Records supplied Start Marker
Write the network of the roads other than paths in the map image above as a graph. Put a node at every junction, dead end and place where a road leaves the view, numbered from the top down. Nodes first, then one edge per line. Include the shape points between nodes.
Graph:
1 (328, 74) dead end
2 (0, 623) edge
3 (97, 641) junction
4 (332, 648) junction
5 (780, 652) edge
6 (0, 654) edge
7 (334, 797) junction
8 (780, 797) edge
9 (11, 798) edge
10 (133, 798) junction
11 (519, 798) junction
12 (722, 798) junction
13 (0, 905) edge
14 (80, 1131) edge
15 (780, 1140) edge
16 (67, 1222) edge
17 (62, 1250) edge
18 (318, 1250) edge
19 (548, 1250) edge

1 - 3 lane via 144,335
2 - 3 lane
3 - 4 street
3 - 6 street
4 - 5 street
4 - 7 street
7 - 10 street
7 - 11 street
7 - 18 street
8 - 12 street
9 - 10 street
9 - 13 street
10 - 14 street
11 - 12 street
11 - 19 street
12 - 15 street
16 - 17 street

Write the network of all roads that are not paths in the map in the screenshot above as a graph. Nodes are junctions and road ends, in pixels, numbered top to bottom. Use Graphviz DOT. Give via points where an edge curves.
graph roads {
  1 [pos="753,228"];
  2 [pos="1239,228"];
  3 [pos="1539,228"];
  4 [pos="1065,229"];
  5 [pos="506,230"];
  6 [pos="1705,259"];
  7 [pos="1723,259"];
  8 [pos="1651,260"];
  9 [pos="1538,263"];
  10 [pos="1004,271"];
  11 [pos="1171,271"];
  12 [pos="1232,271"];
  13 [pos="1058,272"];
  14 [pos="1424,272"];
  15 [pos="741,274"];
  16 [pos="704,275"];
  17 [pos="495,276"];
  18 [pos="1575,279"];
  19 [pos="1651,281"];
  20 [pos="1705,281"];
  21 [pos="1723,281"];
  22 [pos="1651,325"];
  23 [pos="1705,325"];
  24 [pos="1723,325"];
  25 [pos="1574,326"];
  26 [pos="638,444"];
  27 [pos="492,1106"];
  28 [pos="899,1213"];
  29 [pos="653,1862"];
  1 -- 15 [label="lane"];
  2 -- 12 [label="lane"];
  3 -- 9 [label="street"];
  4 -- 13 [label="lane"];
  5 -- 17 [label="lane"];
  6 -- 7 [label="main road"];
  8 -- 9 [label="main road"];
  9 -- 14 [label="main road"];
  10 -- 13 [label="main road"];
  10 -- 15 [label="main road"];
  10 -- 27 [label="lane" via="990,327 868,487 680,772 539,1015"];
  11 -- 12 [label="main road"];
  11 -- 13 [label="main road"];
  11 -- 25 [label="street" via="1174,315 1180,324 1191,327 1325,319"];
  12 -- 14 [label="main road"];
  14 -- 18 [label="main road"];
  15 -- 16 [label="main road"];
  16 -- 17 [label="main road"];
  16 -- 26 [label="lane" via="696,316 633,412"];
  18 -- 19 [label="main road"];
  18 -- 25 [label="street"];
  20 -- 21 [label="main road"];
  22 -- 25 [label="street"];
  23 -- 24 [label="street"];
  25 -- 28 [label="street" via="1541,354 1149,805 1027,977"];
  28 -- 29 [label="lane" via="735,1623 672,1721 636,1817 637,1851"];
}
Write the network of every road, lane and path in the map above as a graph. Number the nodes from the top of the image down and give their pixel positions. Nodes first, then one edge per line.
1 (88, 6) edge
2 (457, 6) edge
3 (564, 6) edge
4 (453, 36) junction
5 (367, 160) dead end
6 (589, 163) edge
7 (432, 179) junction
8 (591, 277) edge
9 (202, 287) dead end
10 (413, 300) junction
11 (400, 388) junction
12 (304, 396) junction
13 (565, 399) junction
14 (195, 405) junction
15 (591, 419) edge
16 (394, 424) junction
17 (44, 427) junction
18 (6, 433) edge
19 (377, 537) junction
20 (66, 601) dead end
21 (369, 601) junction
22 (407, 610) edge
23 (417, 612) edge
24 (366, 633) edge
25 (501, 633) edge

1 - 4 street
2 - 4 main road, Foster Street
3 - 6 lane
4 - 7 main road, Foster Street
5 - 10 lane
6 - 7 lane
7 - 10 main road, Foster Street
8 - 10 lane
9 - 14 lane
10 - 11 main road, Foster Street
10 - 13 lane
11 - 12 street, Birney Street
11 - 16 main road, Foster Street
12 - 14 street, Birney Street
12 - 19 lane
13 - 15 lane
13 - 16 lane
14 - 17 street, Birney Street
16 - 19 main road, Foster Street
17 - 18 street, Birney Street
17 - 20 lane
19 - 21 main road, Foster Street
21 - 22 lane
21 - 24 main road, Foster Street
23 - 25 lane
Records supplied End Marker
Prompt => Print the records above exactly as written.

Expected output =>
Write the network of the roads other than paths in the map image above as a graph. Put a node at every junction, dead end and place where a road leaves the view, numbered from the top down. Nodes first, then one edge per line. Include the shape points between nodes.
Graph:
1 (328, 74) dead end
2 (0, 623) edge
3 (97, 641) junction
4 (332, 648) junction
5 (780, 652) edge
6 (0, 654) edge
7 (334, 797) junction
8 (780, 797) edge
9 (11, 798) edge
10 (133, 798) junction
11 (519, 798) junction
12 (722, 798) junction
13 (0, 905) edge
14 (80, 1131) edge
15 (780, 1140) edge
16 (67, 1222) edge
17 (62, 1250) edge
18 (318, 1250) edge
19 (548, 1250) edge

1 - 3 lane via 144,335
2 - 3 lane
3 - 4 street
3 - 6 street
4 - 5 street
4 - 7 street
7 - 10 street
7 - 11 street
7 - 18 street
8 - 12 street
9 - 10 street
9 - 13 street
10 - 14 street
11 - 12 street
11 - 19 street
12 - 15 street
16 - 17 street

Write the network of all roads that are not paths in the map in the screenshot above as a graph. Nodes are junctions and road ends, in pixels, numbered top to bottom. Use Graphviz DOT. Give via points where an edge curves.
graph roads {
  1 [pos="753,228"];
  2 [pos="1239,228"];
  3 [pos="1539,228"];
  4 [pos="1065,229"];
  5 [pos="506,230"];
  6 [pos="1705,259"];
  7 [pos="1723,259"];
  8 [pos="1651,260"];
  9 [pos="1538,263"];
  10 [pos="1004,271"];
  11 [pos="1171,271"];
  12 [pos="1232,271"];
  13 [pos="1058,272"];
  14 [pos="1424,272"];
  15 [pos="741,274"];
  16 [pos="704,275"];
  17 [pos="495,276"];
  18 [pos="1575,279"];
  19 [pos="1651,281"];
  20 [pos="1705,281"];
  21 [pos="1723,281"];
  22 [pos="1651,325"];
  23 [pos="1705,325"];
  24 [pos="1723,325"];
  25 [pos="1574,326"];
  26 [pos="638,444"];
  27 [pos="492,1106"];
  28 [pos="899,1213"];
  29 [pos="653,1862"];
  1 -- 15 [label="lane"];
  2 -- 12 [label="lane"];
  3 -- 9 [label="street"];
  4 -- 13 [label="lane"];
  5 -- 17 [label="lane"];
  6 -- 7 [label="main road"];
  8 -- 9 [label="main road"];
  9 -- 14 [label="main road"];
  10 -- 13 [label="main road"];
  10 -- 15 [label="main road"];
  10 -- 27 [label="lane" via="990,327 868,487 680,772 539,1015"];
  11 -- 12 [label="main road"];
  11 -- 13 [label="main road"];
  11 -- 25 [label="street" via="1174,315 1180,324 1191,327 1325,319"];
  12 -- 14 [label="main road"];
  14 -- 18 [label="main road"];
  15 -- 16 [label="main road"];
  16 -- 17 [label="main road"];
  16 -- 26 [label="lane" via="696,316 633,412"];
  18 -- 19 [label="main road"];
  18 -- 25 [label="street"];
  20 -- 21 [label="main road"];
  22 -- 25 [label="street"];
  23 -- 24 [label="street"];
  25 -- 28 [label="street" via="1541,354 1149,805 1027,977"];
  28 -- 29 [label="lane" via="735,1623 672,1721 636,1817 637,1851"];
}
Write the network of every road, lane and path in the map above as a graph. Number the nodes from the top of the image down and give their pixel positions. Nodes first, then one edge per line.
1 (88, 6) edge
2 (457, 6) edge
3 (564, 6) edge
4 (453, 36) junction
5 (367, 160) dead end
6 (589, 163) edge
7 (432, 179) junction
8 (591, 277) edge
9 (202, 287) dead end
10 (413, 300) junction
11 (400, 388) junction
12 (304, 396) junction
13 (565, 399) junction
14 (195, 405) junction
15 (591, 419) edge
16 (394, 424) junction
17 (44, 427) junction
18 (6, 433) edge
19 (377, 537) junction
20 (66, 601) dead end
21 (369, 601) junction
22 (407, 610) edge
23 (417, 612) edge
24 (366, 633) edge
25 (501, 633) edge

1 - 4 street
2 - 4 main road, Foster Street
3 - 6 lane
4 - 7 main road, Foster Street
5 - 10 lane
6 - 7 lane
7 - 10 main road, Foster Street
8 - 10 lane
9 - 14 lane
10 - 11 main road, Foster Street
10 - 13 lane
11 - 12 street, Birney Street
11 - 16 main road, Foster Street
12 - 14 street, Birney Street
12 - 19 lane
13 - 15 lane
13 - 16 lane
14 - 17 street, Birney Street
16 - 19 main road, Foster Street
17 - 18 street, Birney Street
17 - 20 lane
19 - 21 main road, Foster Street
21 - 22 lane
21 - 24 main road, Foster Street
23 - 25 lane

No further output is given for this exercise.